When you repeat the records, keep every word exact and drop each picture.

[Start of Attachment]

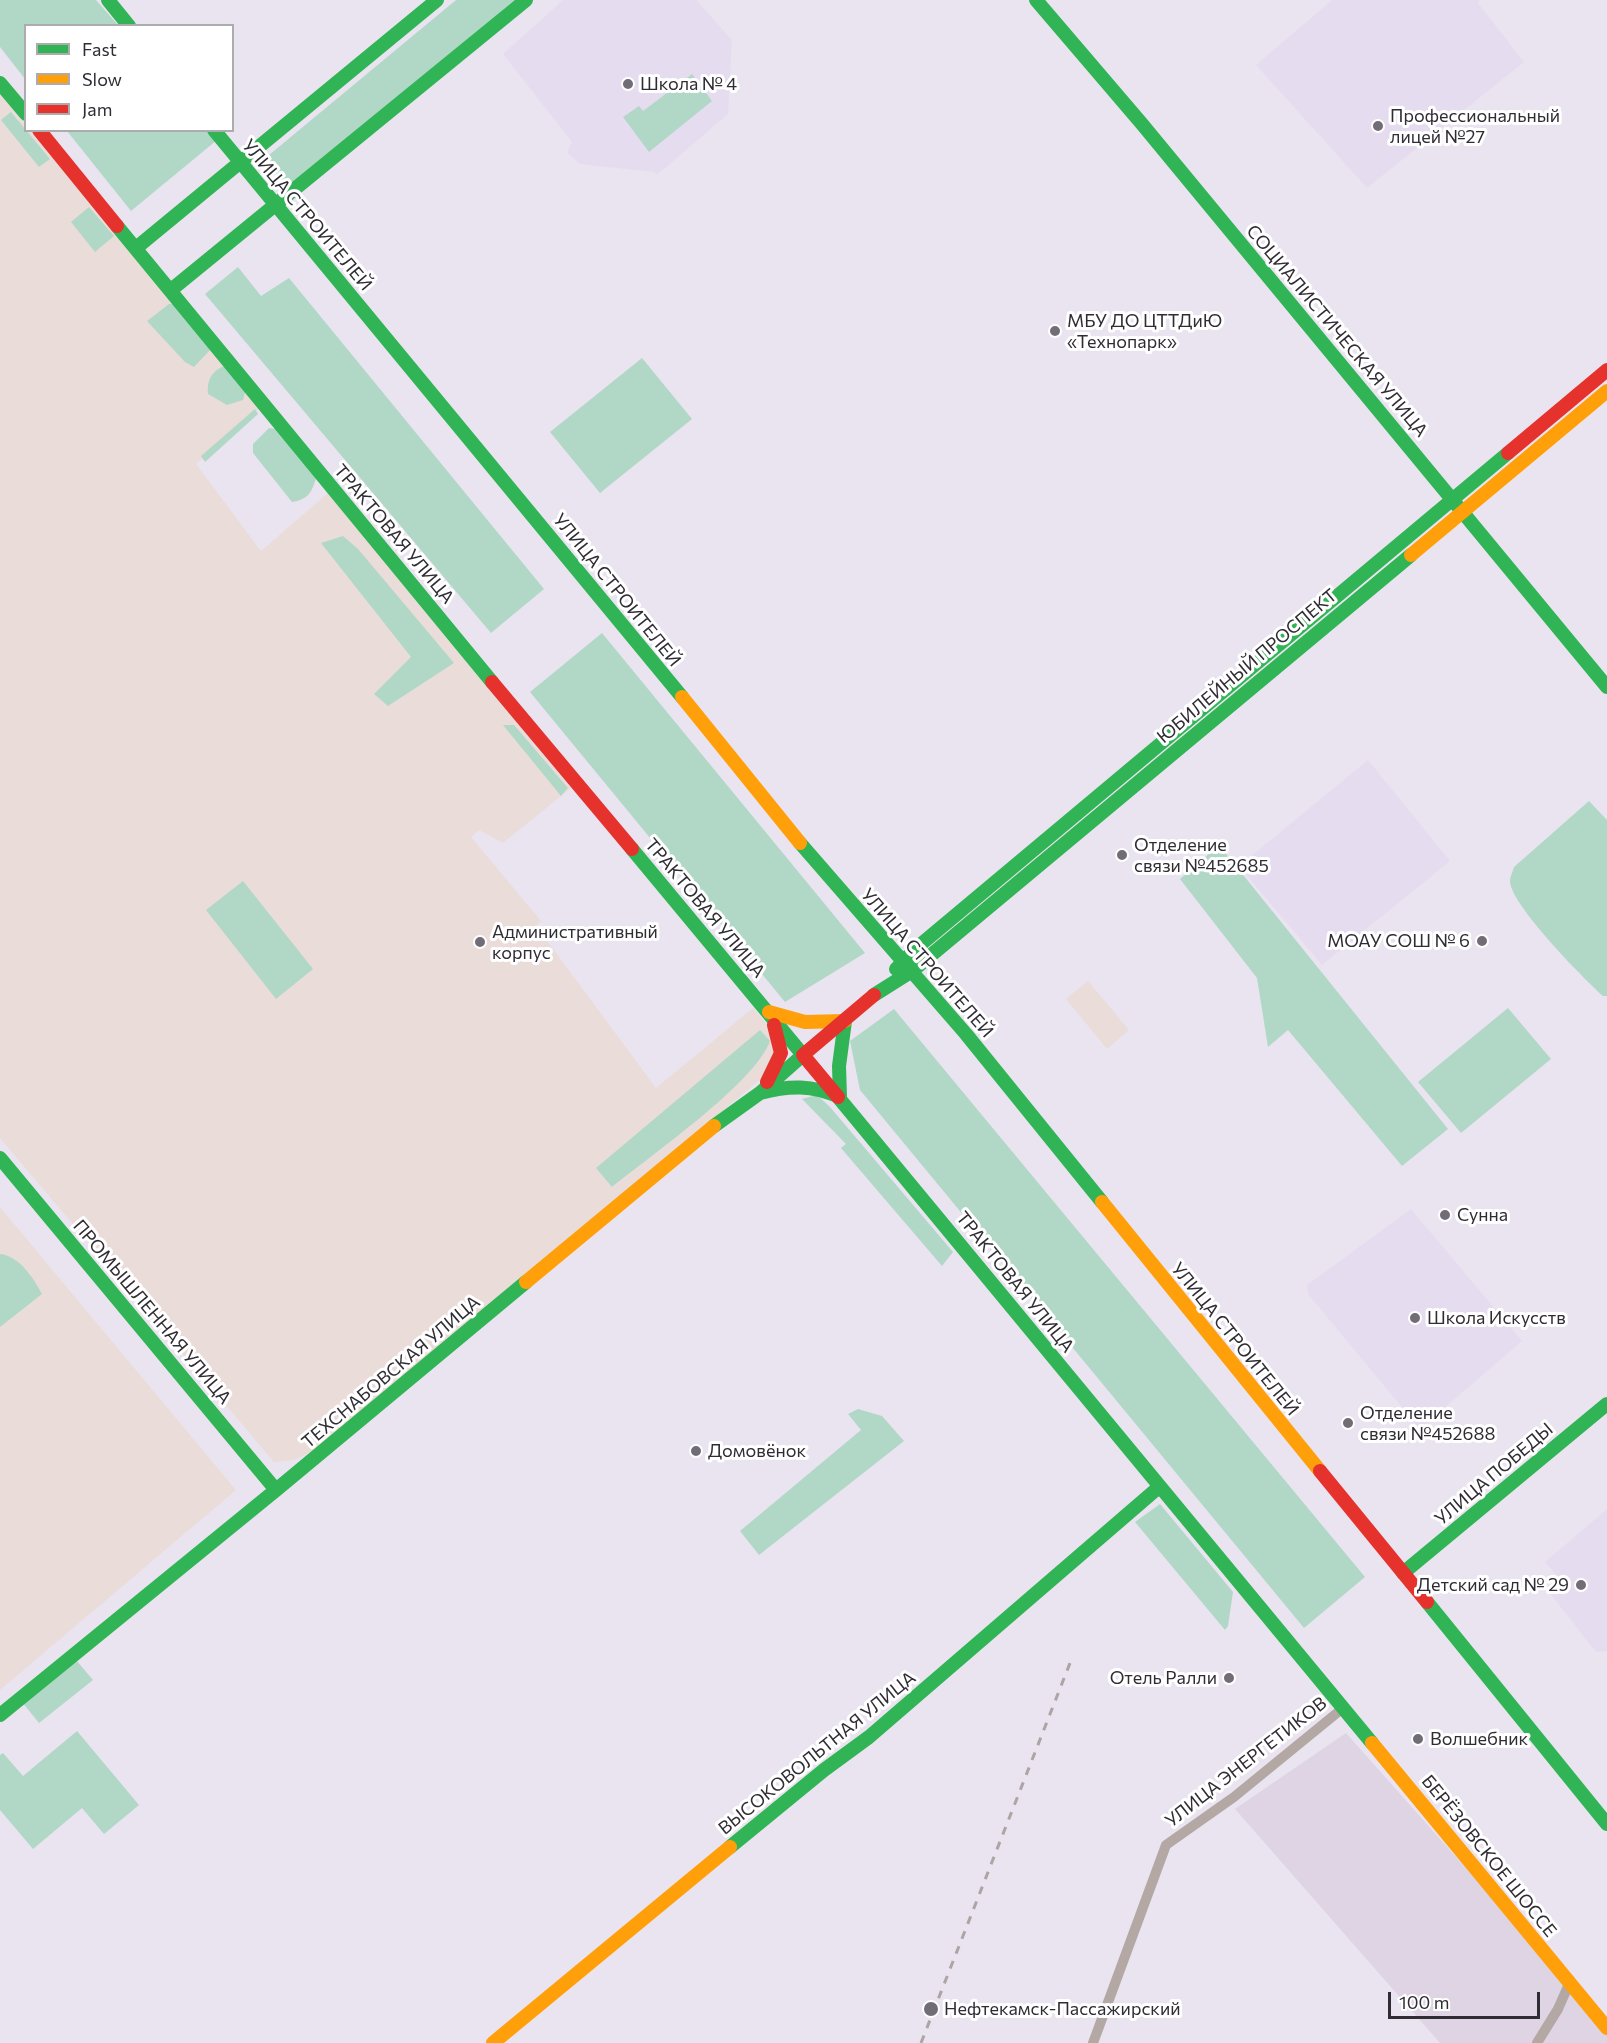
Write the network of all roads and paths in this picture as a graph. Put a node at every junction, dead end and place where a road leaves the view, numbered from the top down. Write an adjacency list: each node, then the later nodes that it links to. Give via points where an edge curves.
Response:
1 (108, 0): 5 (main road)
2 (437, 0): 10 (main road)
3 (526, 0): 11 (main road)
4 (1036, 0): 16 (main road, СОЦИАЛИСТИЧЕСКАЯ УЛИЦА)
5 (127, 24)
6 (0, 83): 7 (main road)
7 (24, 112)
8 (41, 132): 12 (main road, ТРАКТОВАЯ УЛИЦА)
9 (216, 132): 10 (main road, УЛИЦА СТРОИТЕЛЕЙ)
10 (240, 164): 11 (main road, УЛИЦА СТРОИТЕЛЕЙ); 12 (main road)
11 (277, 206): 13 (main road); 19 (main road, УЛИЦА СТРОИТЕЛЕЙ, via 802,846)
12 (136, 248): 13 (main road, ТРАКТОВАЯ УЛИЦА)
13 (171, 290): 22 (main road, ТРАКТОВАЯ УЛИЦА, via 336,494)
14 (1607, 370): 16 (main road)
15 (1607, 391): 17 (main road, ЮБИЛЕЙНЫЙ ПРОСПЕКТ)
16 (1452, 498): 17 (main road, СОЦИАЛИСТИЧЕСКАЯ УЛИЦА); 19 (main road)
17 (1462, 510): 18 (main road, СОЦИАЛИСТИЧЕСКАЯ УЛИЦА); 20 (main road, ЮБИЛЕЙНЫЙ ПРОСПЕКТ)
18 (1607, 687)
19 (902, 961): 20 (main road, УЛИЦА СТРОИТЕЛЕЙ); 21 (main road)
20 (912, 971): 21 (main road, ЮБИЛЕЙНЫЙ ПРОСПЕКТ); 31 (main road, УЛИЦА СТРОИТЕЛЕЙ)
21 (885, 986): 23 (main road, ТЕХСНАБОВСКАЯ УЛИЦА)
22 (769, 1012): 23 (main road, via 806,1022); 24 (main road, ТРАКТОВАЯ УЛИЦА); 25 (main road, via 781,1053)
23 (845, 1021): 24 (main road, ТЕХСНАБОВСКАЯ УЛИЦА); 26 (main road, via 839,1066)
24 (803, 1054): 25 (main road, ТЕХСНАБОВСКАЯ УЛИЦА); 26 (main road, ТРАКТОВАЯ УЛИЦА)
25 (760, 1093): 26 (main road, via 803,1084); 30 (main road, ТЕХСНАБОВСКАЯ УЛИЦА, via 714,1126)
26 (840, 1097): 29 (main road, ТРАКТОВАЯ УЛИЦА)
27 (0, 1158): 30 (main road, ПРОМЫШЛЕННАЯ УЛИЦА)
28 (1607, 1404): 31 (main road, УЛИЦА ПОБЕДЫ)
29 (1160, 1487): 32 (main road, ТРАКТОВАЯ УЛИЦА); 37 (main road, ВЫСОКОВОЛЬТНАЯ УЛИЦА, via 868,1737)
30 (276, 1490): 33 (main road, ТЕХСНАБОВСКАЯ УЛИЦА)
31 (1403, 1573): 34 (main road, УЛИЦА СТРОИТЕЛЕЙ)
32 (1343, 1708): 35 (main road, БЕРЁЗОВСКОЕ ШОССЕ); 38 (street, УЛИЦА ЭНЕРГЕТИКОВ, via 1234,1797 1166,1845)
33 (0, 1716)
34 (1607, 1824)
35 (1569, 1984): 36 (main road, БЕРЁЗОВСКОЕ ШОССЕ); 39 (street)
36 (1607, 2028)
37 (494, 2043)
38 (1093, 2043)
39 (1537, 2043)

[End of Attachment]

▶ **The completed task**
Write the network of all roads and paths in this picture as a graph. Put a node at every junction, dead end and place where a road leaves the view, numbered from the top down. Write an adjacency list: each node, then the later nodes that it links to. Give via points where an edge curves.
Response:
1 (108, 0): 5 (main road)
2 (437, 0): 10 (main road)
3 (526, 0): 11 (main road)
4 (1036, 0): 16 (main road, СОЦИАЛИСТИЧЕСКАЯ УЛИЦА)
5 (127, 24)
6 (0, 83): 7 (main road)
7 (24, 112)
8 (41, 132): 12 (main road, ТРАКТОВАЯ УЛИЦА)
9 (216, 132): 10 (main road, УЛИЦА СТРОИТЕЛЕЙ)
10 (240, 164): 11 (main road, УЛИЦА СТРОИТЕЛЕЙ); 12 (main road)
11 (277, 206): 13 (main road); 19 (main road, УЛИЦА СТРОИТЕЛЕЙ, via 802,846)
12 (136, 248): 13 (main road, ТРАКТОВАЯ УЛИЦА)
13 (171, 290): 22 (main road, ТРАКТОВАЯ УЛИЦА, via 336,494)
14 (1607, 370): 16 (main road)
15 (1607, 391): 17 (main road, ЮБИЛЕЙНЫЙ ПРОСПЕКТ)
16 (1452, 498): 17 (main road, СОЦИАЛИСТИЧЕСКАЯ УЛИЦА); 19 (main road)
17 (1462, 510): 18 (main road, СОЦИАЛИСТИЧЕСКАЯ УЛИЦА); 20 (main road, ЮБИЛЕЙНЫЙ ПРОСПЕКТ)
18 (1607, 687)
19 (902, 961): 20 (main road, УЛИЦА СТРОИТЕЛЕЙ); 21 (main road)
20 (912, 971): 21 (main road, ЮБИЛЕЙНЫЙ ПРОСПЕКТ); 31 (main road, УЛИЦА СТРОИТЕЛЕЙ)
21 (885, 986): 23 (main road, ТЕХСНАБОВСКАЯ УЛИЦА)
22 (769, 1012): 23 (main road, via 806,1022); 24 (main road, ТРАКТОВАЯ УЛИЦА); 25 (main road, via 781,1053)
23 (845, 1021): 24 (main road, ТЕХСНАБОВСКАЯ УЛИЦА); 26 (main road, via 839,1066)
24 (803, 1054): 25 (main road, ТЕХСНАБОВСКАЯ УЛИЦА); 26 (main road, ТРАКТОВАЯ УЛИЦА)
25 (760, 1093): 26 (main road, via 803,1084); 30 (main road, ТЕХСНАБОВСКАЯ УЛИЦА, via 714,1126)
26 (840, 1097): 29 (main road, ТРАКТОВАЯ УЛИЦА)
27 (0, 1158): 30 (main road, ПРОМЫШЛЕННАЯ УЛИЦА)
28 (1607, 1404): 31 (main road, УЛИЦА ПОБЕДЫ)
29 (1160, 1487): 32 (main road, ТРАКТОВАЯ УЛИЦА); 37 (main road, ВЫСОКОВОЛЬТНАЯ УЛИЦА, via 868,1737)
30 (276, 1490): 33 (main road, ТЕХСНАБОВСКАЯ УЛИЦА)
31 (1403, 1573): 34 (main road, УЛИЦА СТРОИТЕЛЕЙ)
32 (1343, 1708): 35 (main road, БЕРЁЗОВСКОЕ ШОССЕ); 38 (street, УЛИЦА ЭНЕРГЕТИКОВ, via 1234,1797 1166,1845)
33 (0, 1716)
34 (1607, 1824)
35 (1569, 1984): 36 (main road, БЕРЁЗОВСКОЕ ШОССЕ); 39 (street)
36 (1607, 2028)
37 (494, 2043)
38 (1093, 2043)
39 (1537, 2043)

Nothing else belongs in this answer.